(Data shown Opens)

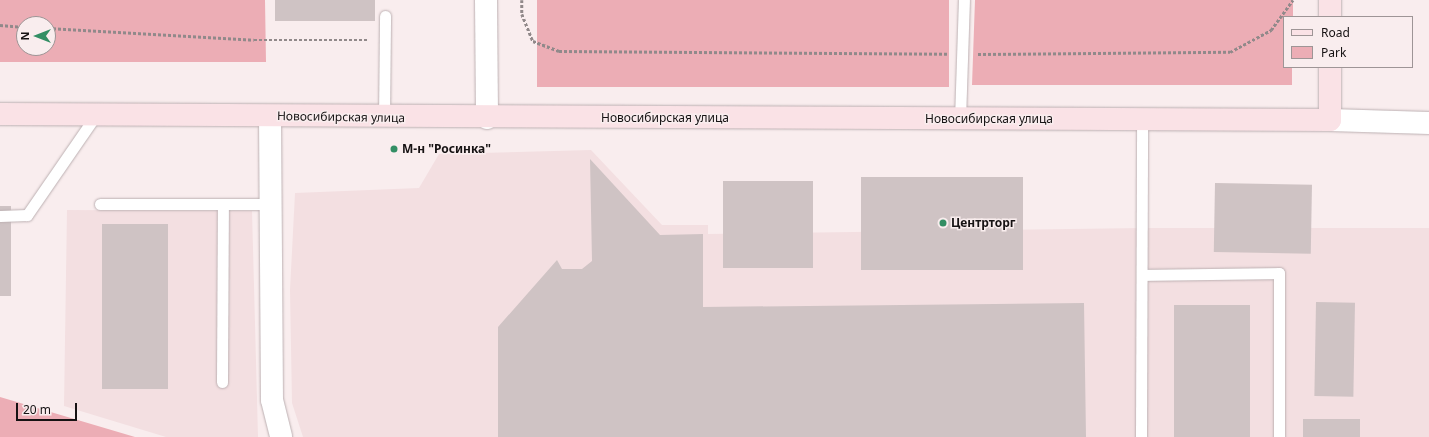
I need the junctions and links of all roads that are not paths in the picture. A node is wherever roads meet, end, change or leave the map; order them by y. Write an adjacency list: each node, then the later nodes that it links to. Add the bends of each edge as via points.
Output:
1 (486, 0): 11 (street)
2 (964, 0): 12 (lane)
3 (1330, 0): 5 (street)
4 (385, 16): 10 (lane)
5 (1330, 16)
6 (1330, 68): 14 (street)
7 (0, 114): 8 (street, Новосибирская улица)
8 (96, 115): 9 (street, Новосибирская улица); 19 (lane, via 27,215)
9 (270, 116): 10 (street, Новосибирская улица); 18 (street)
10 (384, 118): 11 (street, Новосибирская улица)
11 (487, 118): 12 (street, Новосибирская улица)
12 (960, 119): 13 (street, Новосибирская улица)
13 (1142, 120): 14 (street, Новосибирская улица); 20 (lane)
14 (1330, 120): 15 (street, Новосибирская улица)
15 (1429, 123)
16 (100, 204): 17 (lane)
17 (223, 204): 18 (lane); 21 (lane)
18 (270, 204): 22 (street, via 272,400)
19 (0, 216)
20 (1142, 275): 23 (lane); 24 (lane, via 1279,273)
21 (222, 382)
22 (282, 437)
23 (1141, 437)
24 (1279, 437)

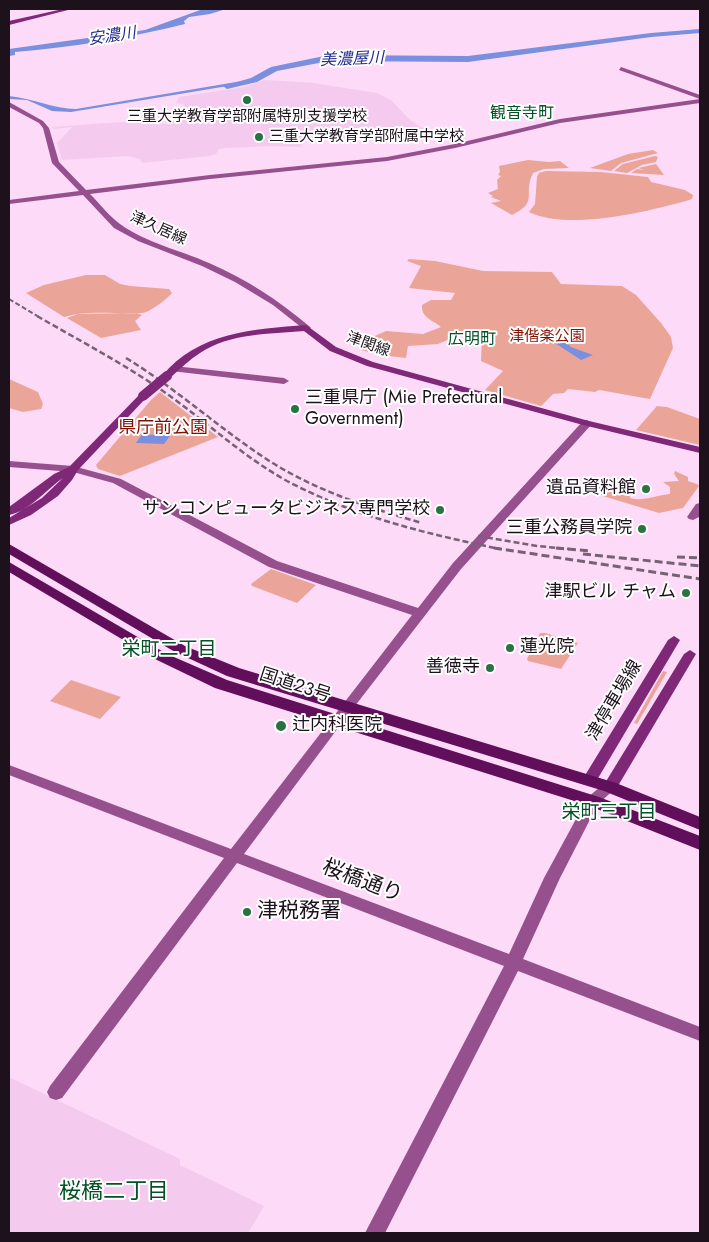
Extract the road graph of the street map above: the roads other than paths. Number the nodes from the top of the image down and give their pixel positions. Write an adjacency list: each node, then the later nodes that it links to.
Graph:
1 (60, 9): 3 (main road)
2 (69, 9): 3 (main road)
3 (9, 22)
4 (621, 69): 5 (street)
5 (700, 97)
6 (700, 101): 8 (street)
7 (9, 104): 8 (street, 津久居線)
8 (84, 193): 9 (street); 10 (street, 津久居線)
9 (9, 202)
10 (306, 328): 11 (main road); 13 (main road, 津関線)
11 (170, 373): 12 (street); 16 (main road, bridge)
12 (284, 381)
13 (587, 422): 14 (main road, 津関線); 23 (street)
14 (700, 450)
15 (9, 464): 16 (street)
16 (73, 469): 18 (main road); 20 (main road); 23 (street)
17 (700, 506): 19 (street)
18 (9, 512)
19 (693, 518)
20 (9, 522)
21 (9, 548): 26 (highway, 国道23号)
22 (9, 566): 27 (highway, 国道23号)
23 (420, 613): 26 (street)
24 (674, 640): 29 (main road, 津停車場線)
25 (690, 654): 30 (main road)
26 (347, 707): 27 (street); 29 (highway, 国道23号)
27 (336, 720): 31 (highway, 国道23号); 34 (street)
28 (9, 770): 34 (street, 桜橋通り)
29 (589, 782): 30 (highway, 国道23号)
30 (610, 787): 31 (street); 32 (highway, 国道23号)
31 (593, 801): 33 (highway, 国道23号); 35 (street)
32 (700, 824)
33 (700, 843)
34 (234, 856): 35 (street, 桜橋通り); 37 (street)
35 (513, 964): 36 (street, 桜橋通り); 38 (street)
36 (700, 1034)
37 (56, 1092)
38 (375, 1233)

(Data shown Closes)

Exactly how many lines in the records above hold the string "adjacency"? Reply with that number only.

● **Exercise result**: 2